### What needs to be done
Keep the pictures out, and restate the listing that follows exactly as written.

### Given data
================================

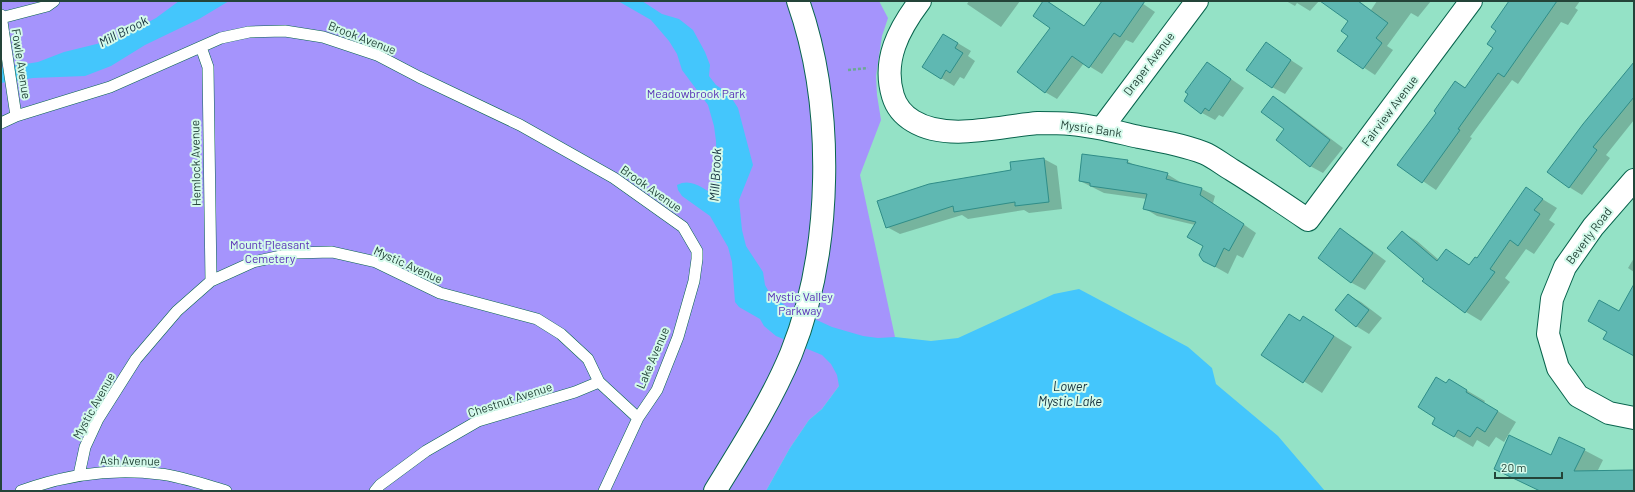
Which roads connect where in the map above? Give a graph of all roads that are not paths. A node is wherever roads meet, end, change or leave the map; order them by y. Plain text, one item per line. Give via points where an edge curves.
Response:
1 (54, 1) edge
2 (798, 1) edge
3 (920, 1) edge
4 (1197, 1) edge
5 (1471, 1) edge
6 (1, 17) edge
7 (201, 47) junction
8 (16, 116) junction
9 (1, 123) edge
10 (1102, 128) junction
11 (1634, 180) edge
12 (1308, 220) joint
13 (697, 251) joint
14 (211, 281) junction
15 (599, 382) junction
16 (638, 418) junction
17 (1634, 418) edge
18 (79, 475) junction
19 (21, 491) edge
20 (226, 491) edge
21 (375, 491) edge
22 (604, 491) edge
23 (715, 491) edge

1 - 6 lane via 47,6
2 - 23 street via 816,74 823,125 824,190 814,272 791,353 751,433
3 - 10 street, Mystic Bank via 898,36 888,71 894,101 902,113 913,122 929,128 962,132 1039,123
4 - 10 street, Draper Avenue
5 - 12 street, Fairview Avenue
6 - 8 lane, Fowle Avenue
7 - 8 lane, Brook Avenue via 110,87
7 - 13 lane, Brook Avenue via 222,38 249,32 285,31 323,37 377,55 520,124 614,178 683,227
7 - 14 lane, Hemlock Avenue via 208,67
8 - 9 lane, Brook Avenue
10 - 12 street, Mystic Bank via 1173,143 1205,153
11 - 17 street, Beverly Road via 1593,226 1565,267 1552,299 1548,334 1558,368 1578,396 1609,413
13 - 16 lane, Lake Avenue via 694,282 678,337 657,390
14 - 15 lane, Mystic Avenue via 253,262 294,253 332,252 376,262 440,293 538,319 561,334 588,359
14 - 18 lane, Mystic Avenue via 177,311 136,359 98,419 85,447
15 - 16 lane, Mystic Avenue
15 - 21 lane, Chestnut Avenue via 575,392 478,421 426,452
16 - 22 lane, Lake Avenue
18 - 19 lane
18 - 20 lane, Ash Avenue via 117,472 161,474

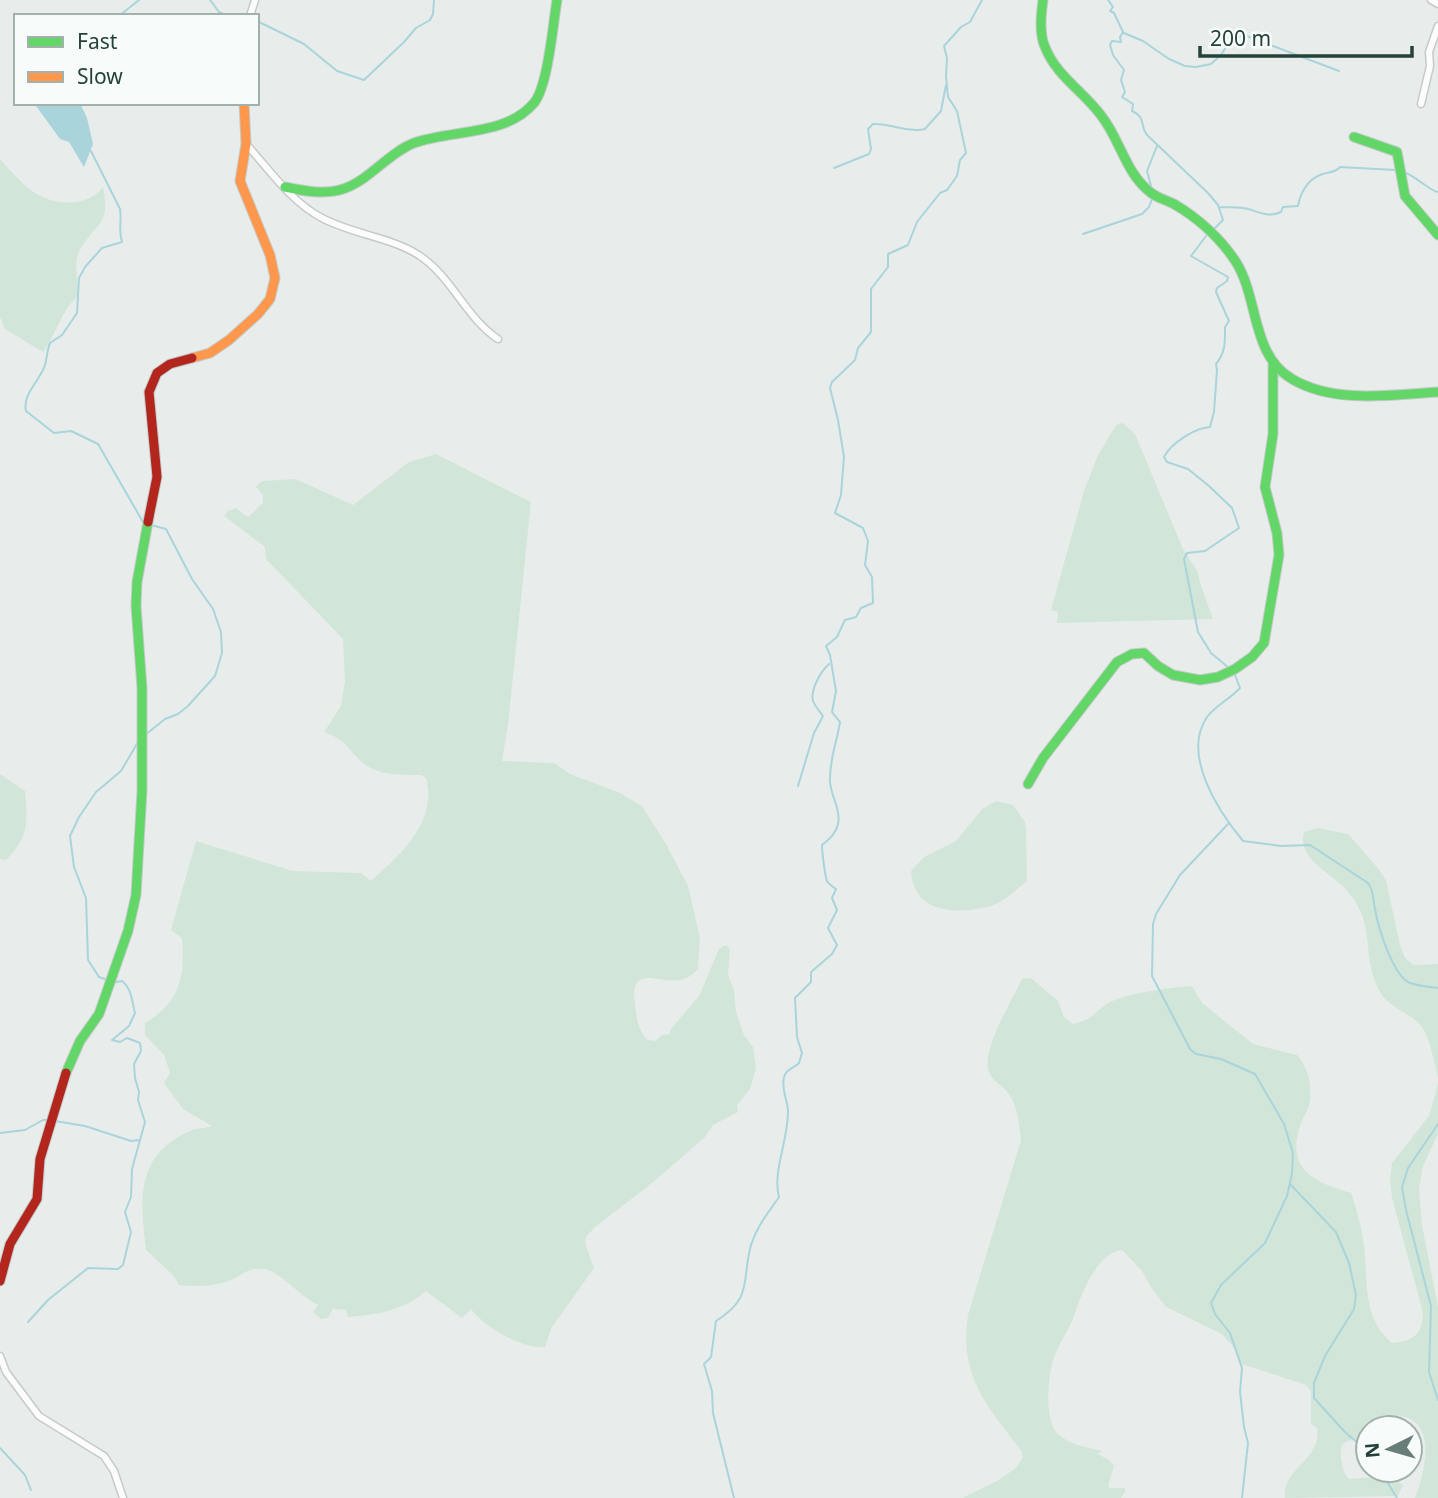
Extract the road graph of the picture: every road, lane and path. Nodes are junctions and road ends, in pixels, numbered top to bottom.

================================

### Problem solution
Which roads connect where in the map above? Give a graph of all roads that are not paths. A node is wherever roads meet, end, change or leave the map; order them by y. Plain text, one item per line. Give via points where an edge curves.
Response:
1 (54, 1) edge
2 (798, 1) edge
3 (920, 1) edge
4 (1197, 1) edge
5 (1471, 1) edge
6 (1, 17) edge
7 (201, 47) junction
8 (16, 116) junction
9 (1, 123) edge
10 (1102, 128) junction
11 (1634, 180) edge
12 (1308, 220) joint
13 (697, 251) joint
14 (211, 281) junction
15 (599, 382) junction
16 (638, 418) junction
17 (1634, 418) edge
18 (79, 475) junction
19 (21, 491) edge
20 (226, 491) edge
21 (375, 491) edge
22 (604, 491) edge
23 (715, 491) edge

1 - 6 lane via 47,6
2 - 23 street via 816,74 823,125 824,190 814,272 791,353 751,433
3 - 10 street, Mystic Bank via 898,36 888,71 894,101 902,113 913,122 929,128 962,132 1039,123
4 - 10 street, Draper Avenue
5 - 12 street, Fairview Avenue
6 - 8 lane, Fowle Avenue
7 - 8 lane, Brook Avenue via 110,87
7 - 13 lane, Brook Avenue via 222,38 249,32 285,31 323,37 377,55 520,124 614,178 683,227
7 - 14 lane, Hemlock Avenue via 208,67
8 - 9 lane, Brook Avenue
10 - 12 street, Mystic Bank via 1173,143 1205,153
11 - 17 street, Beverly Road via 1593,226 1565,267 1552,299 1548,334 1558,368 1578,396 1609,413
13 - 16 lane, Lake Avenue via 694,282 678,337 657,390
14 - 15 lane, Mystic Avenue via 253,262 294,253 332,252 376,262 440,293 538,319 561,334 588,359
14 - 18 lane, Mystic Avenue via 177,311 136,359 98,419 85,447
15 - 16 lane, Mystic Avenue
15 - 21 lane, Chestnut Avenue via 575,392 478,421 426,452
16 - 22 lane, Lake Avenue
18 - 19 lane
18 - 20 lane, Ash Avenue via 117,472 161,474

Extract the road graph of the picture: every road, lane and path. Nodes are junctions and road ends, in pixels, numbered top to bottom.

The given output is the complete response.